Sangaji melepaskan Xeena bukan karena Xeena tidak bisa diatur. Semua itu karena uang yang ditawarkan oleh Jeremy.
"Dasar wong tuo edan (dasar orang tua gila). Kalau kayak gini pun, aku menjadi ingin pergi dari rumah juga,"ucap Aldo sambil melenggang pergi. Dia merasa sangat sesak berada di rumah itu.
Apa yang diucapkan oleh Aldo tentu tidak didengar oleh siapapun karena memang dirinya berkata sangat pelan. Tapi rasa kesal kepada Sangaji sungguh sangat besar sekali.
Bagaimana ada orang yang tidak tahu malu seperti itu. Aldo bahkan sangat malu mengakui bahwa Sangaji dan Wita adalah orangtuanya.
"Jadi maksud Bapak, pernikahan saya dan Xeena tidak akan pernah terjadi begitu?" tanya Deny. Dia masih sangat syok dan mencerna apa yang dikatakan oleh Sangaji.

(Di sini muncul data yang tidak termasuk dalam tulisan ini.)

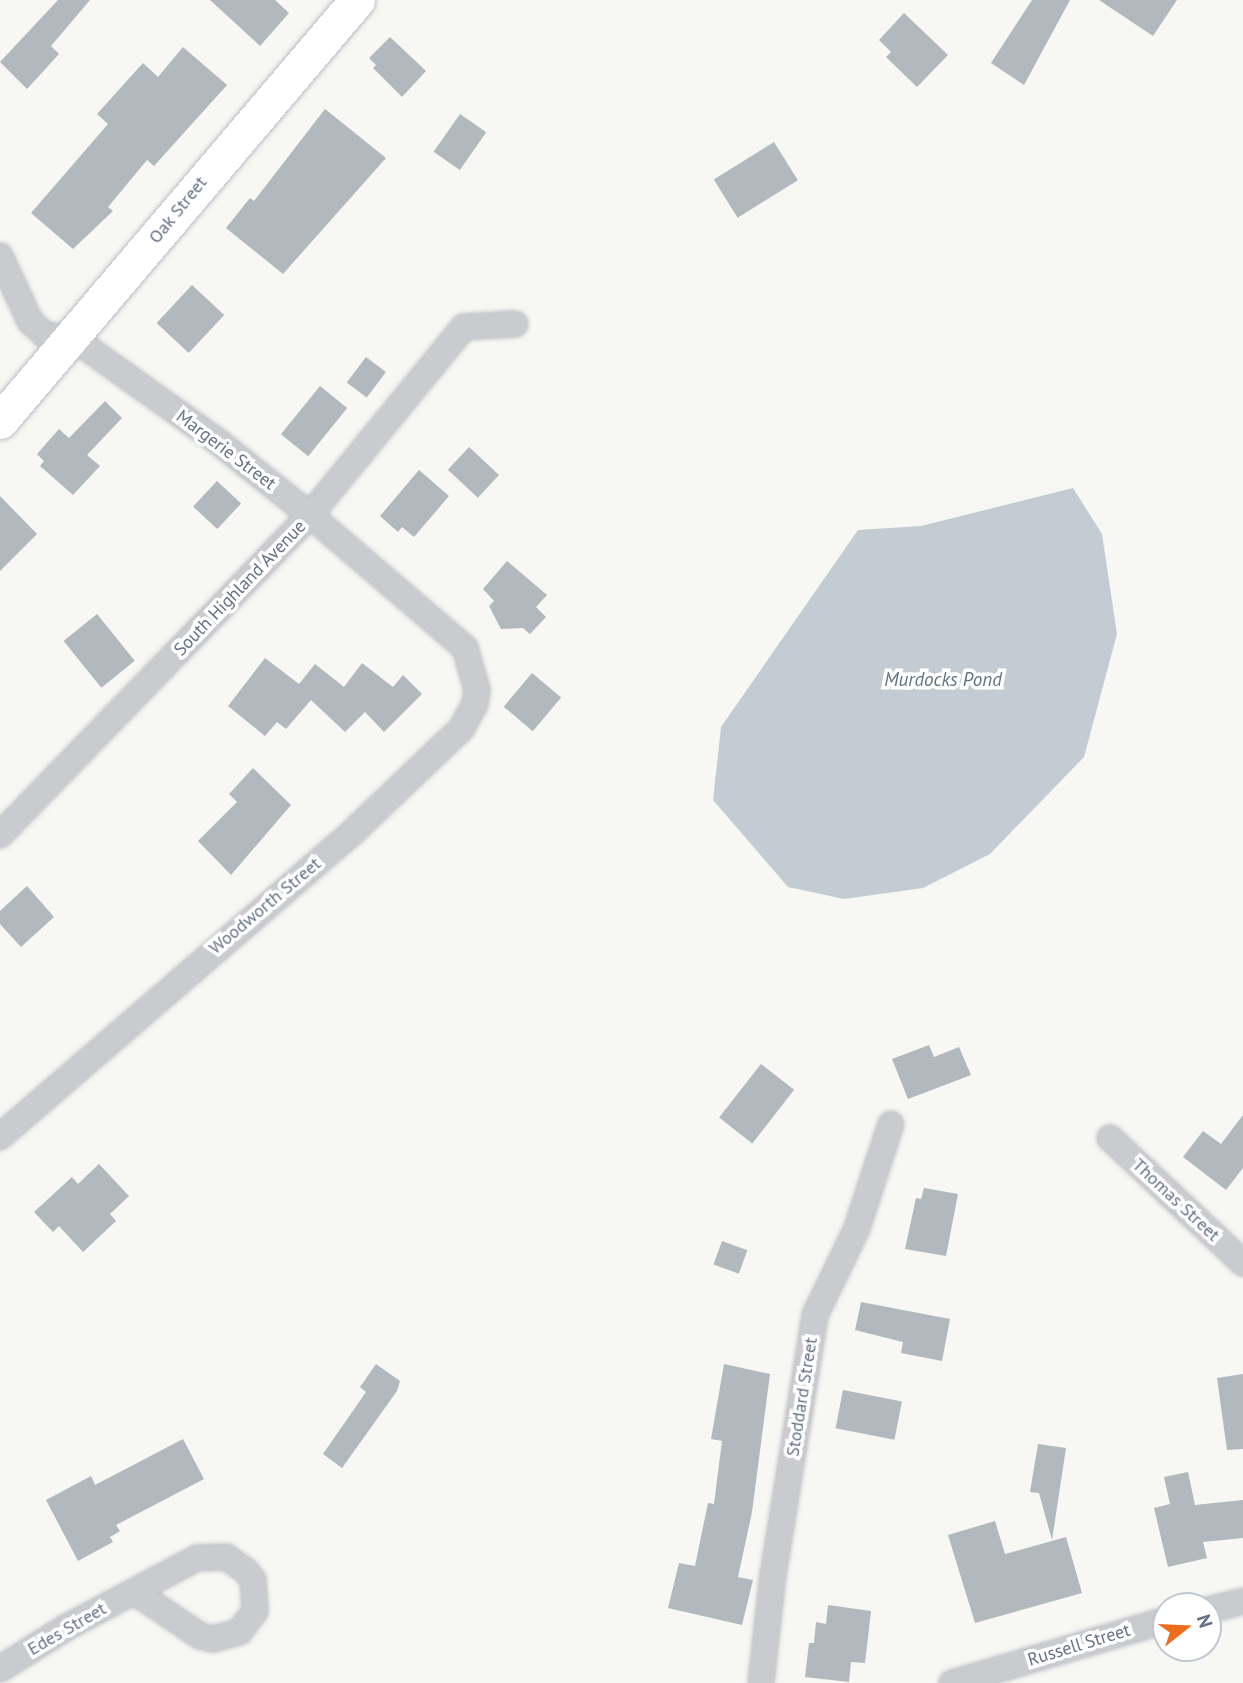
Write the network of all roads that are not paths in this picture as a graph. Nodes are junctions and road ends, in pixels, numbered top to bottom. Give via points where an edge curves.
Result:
1 (357, 0) edge
2 (0, 256) edge
3 (515, 324) dead end
4 (73, 338) junction
5 (0, 421) edge
6 (310, 515) junction
7 (465, 648) joint
8 (0, 835) edge
9 (891, 1125) dead end
10 (0, 1137) edge
11 (1110, 1138) dead end
12 (1243, 1263) edge
13 (135, 1592) junction
14 (1243, 1601) edge
15 (1222, 1606) edge
16 (1152, 1624) edge
17 (0, 1670) edge
18 (761, 1683) edge
19 (951, 1683) edge

1 - 4 main road, Oak Street
2 - 4 street, Margerie Street via 30,321 44,334
3 - 6 street, South Highland Avenue via 464,327
4 - 5 main road, Oak Street
4 - 6 street, Margerie Street via 216,440
6 - 7 street, Margerie Street
6 - 8 street, South Highland Avenue
7 - 10 street, Woodworth Street via 477,690 461,729 353,832
9 - 18 street, Stoddard Street via 858,1228 815,1315 773,1575
11 - 12 street, Thomas Street
13 - 13 street, Edes Street via 197,1558 226,1557 253,1580 255,1611 239,1632 213,1639 200,1636
13 - 17 street, Edes Street
14 - 15 street
16 - 19 street, Russell Street

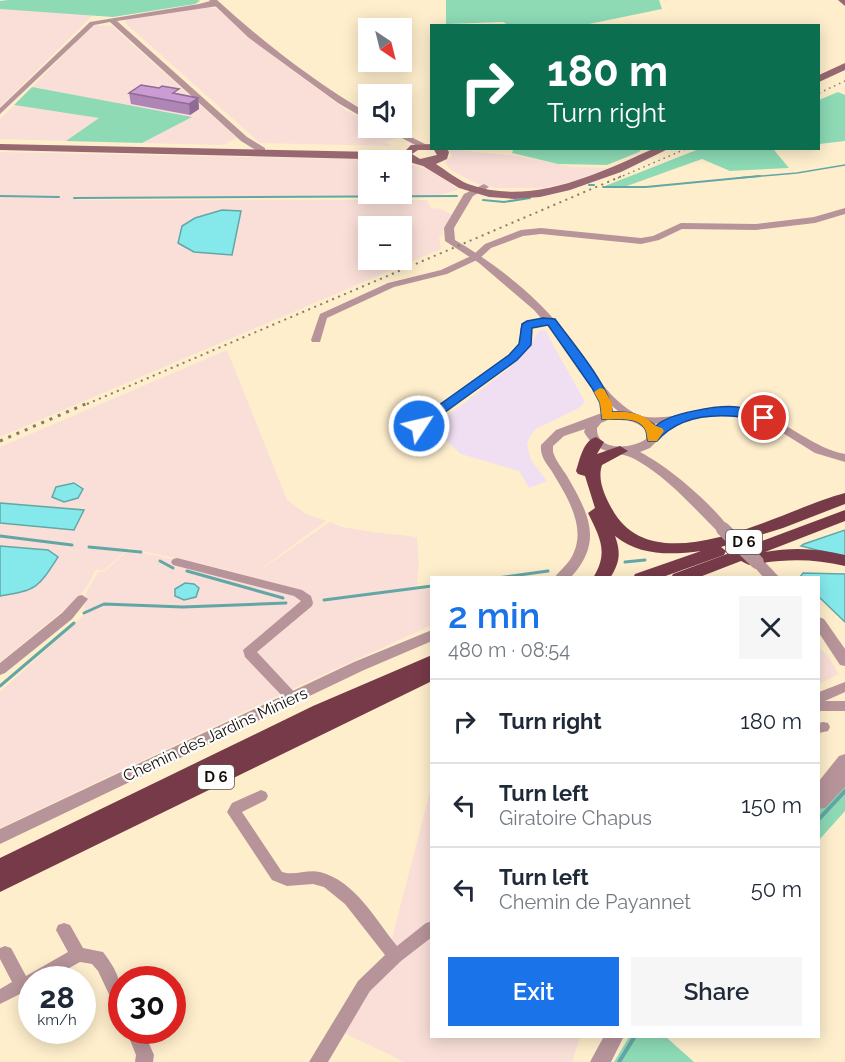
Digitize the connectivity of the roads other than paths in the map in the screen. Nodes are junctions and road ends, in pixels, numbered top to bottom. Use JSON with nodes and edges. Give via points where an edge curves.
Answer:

"Ya, bisa dikatakan begitu. Tapi jika kamu memang mau menikah dengannya, ya sana kejar sendiri saja. Tapi aku sudah ndak mau ikut campur," jawab Sangaji yakin.
Sreet
Tap tap tap
Sangaji pergi begitu saja, di ruang tamu itu hanya tertinggal Deny dan Wita. Deny menatap ke arah Wita, mencoba meminta dukungan. Tapi Wita pun hanya menggelengkan kepala.

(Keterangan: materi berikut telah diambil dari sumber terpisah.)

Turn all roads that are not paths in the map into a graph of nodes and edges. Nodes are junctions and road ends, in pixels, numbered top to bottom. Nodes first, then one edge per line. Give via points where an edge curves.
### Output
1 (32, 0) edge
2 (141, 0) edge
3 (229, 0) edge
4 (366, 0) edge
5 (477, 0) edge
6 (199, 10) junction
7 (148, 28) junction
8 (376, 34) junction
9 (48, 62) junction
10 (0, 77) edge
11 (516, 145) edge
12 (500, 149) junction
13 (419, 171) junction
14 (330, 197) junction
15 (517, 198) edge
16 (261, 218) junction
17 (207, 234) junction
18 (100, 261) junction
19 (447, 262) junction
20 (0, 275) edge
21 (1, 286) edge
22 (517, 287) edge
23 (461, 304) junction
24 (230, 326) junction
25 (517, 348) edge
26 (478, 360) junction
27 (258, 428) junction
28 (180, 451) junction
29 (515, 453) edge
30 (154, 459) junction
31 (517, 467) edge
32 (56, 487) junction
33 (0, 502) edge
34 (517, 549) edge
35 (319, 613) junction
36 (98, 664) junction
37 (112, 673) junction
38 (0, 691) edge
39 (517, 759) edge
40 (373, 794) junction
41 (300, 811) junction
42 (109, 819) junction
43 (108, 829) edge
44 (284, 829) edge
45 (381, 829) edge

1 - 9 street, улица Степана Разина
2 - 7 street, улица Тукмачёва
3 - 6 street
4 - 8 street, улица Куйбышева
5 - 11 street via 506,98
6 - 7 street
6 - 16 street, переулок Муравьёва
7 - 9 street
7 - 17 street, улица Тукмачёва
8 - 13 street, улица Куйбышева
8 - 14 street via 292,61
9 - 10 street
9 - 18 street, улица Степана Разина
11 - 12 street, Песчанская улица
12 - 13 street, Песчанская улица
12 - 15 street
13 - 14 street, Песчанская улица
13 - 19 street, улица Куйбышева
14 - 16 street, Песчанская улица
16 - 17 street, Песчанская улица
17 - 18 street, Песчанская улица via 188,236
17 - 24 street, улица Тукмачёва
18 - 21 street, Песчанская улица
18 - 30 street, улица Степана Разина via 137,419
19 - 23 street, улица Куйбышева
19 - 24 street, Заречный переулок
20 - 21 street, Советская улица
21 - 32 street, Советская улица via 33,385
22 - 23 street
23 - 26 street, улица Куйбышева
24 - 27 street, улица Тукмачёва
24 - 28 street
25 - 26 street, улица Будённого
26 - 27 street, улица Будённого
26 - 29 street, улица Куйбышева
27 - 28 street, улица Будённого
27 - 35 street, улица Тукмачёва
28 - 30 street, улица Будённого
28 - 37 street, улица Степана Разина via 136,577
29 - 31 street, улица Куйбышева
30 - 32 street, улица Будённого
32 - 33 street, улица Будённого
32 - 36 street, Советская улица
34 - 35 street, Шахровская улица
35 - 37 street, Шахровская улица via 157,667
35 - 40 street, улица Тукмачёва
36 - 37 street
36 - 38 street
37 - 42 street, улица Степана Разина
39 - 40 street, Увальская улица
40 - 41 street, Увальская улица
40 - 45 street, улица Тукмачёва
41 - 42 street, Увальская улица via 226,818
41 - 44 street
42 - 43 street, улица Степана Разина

Deny sudah tahu akan jawaban itu.
Haaah
Dia membuang nafasnya kasar sambil melenggang pergi. Bahkan dirinya pun tak lagi berpamitan kepda Wita.
"Kenapa,kenapa jadi seperti ini. Kenapa seolah aku memang tidak diizinkan untuk menikah dengan Xeena?"keluh Deny.
Pria itu menyalakan mobilnya dan kembali ke rumahnya. Kemarin beberapa hari dia tinggal di apartemen yang disewanya untuk menghindari Lenia--selingkuhan Deny masih berpacaran dengan Xeena.
Tapi kali ini dia memilih untuk pulang. Deny merasa malas harus naik ke lantai sekian. Ia ingin segera merebahkan tubuhnya yang sangat lelah itu.
Sebenarnya bukan tubuhnya, melainkan pikirannya yang begitu lelah.
Ckiiit
Cekleek
Blak!
"Mas, akhirnya kamu muncul juga. Aku kangen sama kamu."
Suara wanita yang sangat dikenalnya itu membuat Deny terkejut. Dia baru saja sampai rumahnya dan memarkirkan mobilnya. Tapi ketika dirinya hendak masuk ke rumah, Lenia ternyata sudah menunggunya di depan pintu.
"Kamu ngapain sih di sini? Minggir, aku capek!" ucap Deny ketus. Dia sungguh enggan meladeni wanita ini.
"Tapi, aku kangen sama kamu, Mas. Aku setiap hari kesini, tapi kamu ndak pernah datang. Ehmmm, ijinkan aku masuk ya. Aku janji ndak bakalan ganggu kamu."
Huft
Deny membuang nafasnya kasar. Dia enggan ribut sekarang ini. Jadi pada akhirnya dia memilih membiarkan Lenia untuk masuk.
"Awas kalau brisik, aku mau tidur," tukas Deny ketus.
Blaak
Deny masuk ke kamar dan menutup pintu kamar dengan sangat keras. Lenia sama sekali tidak terkejut. Dia juga tidak tersinggung. Baginya itu buka masalah. Lenia malah tersenyum penuh arti. Bisa masuk ke dalam rumah ini, merupakan satu langkah lebih maju.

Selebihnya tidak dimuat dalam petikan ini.